The project website stated, “Mt. Gox customers are early adopters; some of them were on BitcoinTalk when Satoshi Nakamoto was still posting.” “A new token or NFT airdrop is a terrific approach to engage people while also recouping some of the Mt. Gox losses.”
Users of Mt. Gox must prove they were customers of the exchange when they registered their accounts before February 25, 2014. The NFTs will be ERC-721 compliant, issued on the Polygon blockchain, and recognized by users’ Mt. Gox account numbers as well as their residual Bitcoin (BTC) and Japanese yen balances though the latter is optional.
“A hardcoded limit will prevent any NFT from being created outside the range of Mt. Gox accounts. This minting method will not have owner-only limitation, but instead will require an externally signed token to be issued to users who have completed verification.”
About Mt. Gox
Mt. Gox was previously one of the world’s largest exchanges, having been founded in 2010 by programmer Jed McCaleb and later owned by Karpelès.
Due to the exchange’s collapse, thousands of crypto holders were left out of pocket after a 2011 breach resulted in the loss of 850,000 BTC $460 million at the time and about $40 billion at the time of writing.
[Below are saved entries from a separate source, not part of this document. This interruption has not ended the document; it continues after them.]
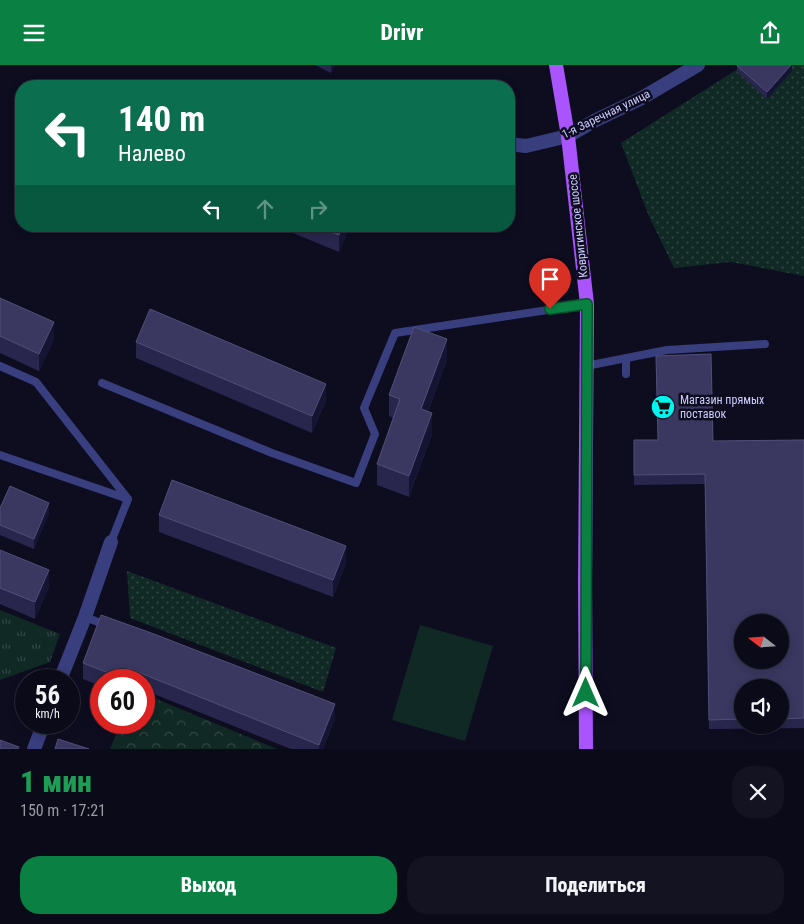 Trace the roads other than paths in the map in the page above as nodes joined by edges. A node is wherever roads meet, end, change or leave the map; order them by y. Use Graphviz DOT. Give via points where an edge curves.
graph roads {
  1 [pos="556,65"];
  2 [pos="698,65"];
  3 [pos="568,136"];
  4 [pos="515,145"];
  5 [pos="587,304"];
  6 [pos="765,344"];
  7 [pos="626,358"];
  8 [pos="0,366"];
  9 [pos="586,366"];
  10 [pos="626,374"];
  11 [pos="102,383"];
  12 [pos="0,455"];
  13 [pos="128,499"];
  14 [pos="111,543"];
  15 [pos="85,617"];
  16 [pos="112,627"];
  17 [pos="64,669"];
  18 [pos="40,734"];
  19 [pos="34,749"];
  20 [pos="586,749"];
  1 -- 3 [label="main road, Ковригинское шоссе"];
  2 -- 3 [label="street, 1-я Заречная улица"];
  3 -- 4 [label="street, 1-я Заречная улица" via="526,146"];
  3 -- 5 [label="main road, Ковригинское шоссе"];
  5 -- 9 [label="main road, Ковригинское шоссе"];
  5 -- 11 [label="lane" via="395,333 364,409 375,434 356,483 272,453"];
  6 -- 7 [label="lane" via="667,350"];
  7 -- 9 [label="lane"];
  7 -- 10 [label="lane"];
  8 -- 13 [label="lane" via="36,382"];
  9 -- 20 [label="main road, Ковригинское шоссе"];
  12 -- 13 [label="lane"];
  13 -- 14 [label="lane"];
  14 -- 15 [label="street"];
  15 -- 16 [label="lane"];
  15 -- 17 [label="street"];
  18 -- 19 [label="street"];
}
Mt. Gox’s trustee, Nobuaki Kobayashi, has been working for years to compensate the exchange’s creditors, declaring in November 2021 that a rehabilitation plan filed in Tokyo District Court has become “final and binding.”
The NFTs, on the other hand, are “completely independent” from the Mt. Gox bankruptcy case and “100% self-funded,” according to the celebratory NFT website. Despite the fact that the recently announced NFTs appear to be the only “official” ones to emerge from Mt. Gox collapse.
Some cryptocurrency users have been latching onto the controversies surrounding the exchange’s hack and insolvency since 2014. One of the cards in the blockchain-based trading card game Spells of Genesis parodies a photo of crypto trader Kolin Burges demonstrating outside the exchange’s Tokyo headquarters in 2014 with a sign demanding “Where is our money?” In 2015, the game released 700 “Gox, the Fallen Mountainlord” cards.
The whitepaper for the project also stated that after they were published, the NFTs might be updated to add art and hinted at other applications:
“Owning a Mt. Gox NFT proves you’re OG. You were there in the early days of Bitcoin, and now you can prove it on the blockchain […] it is possible to leverage this in the future in ways that aren’t known yet.”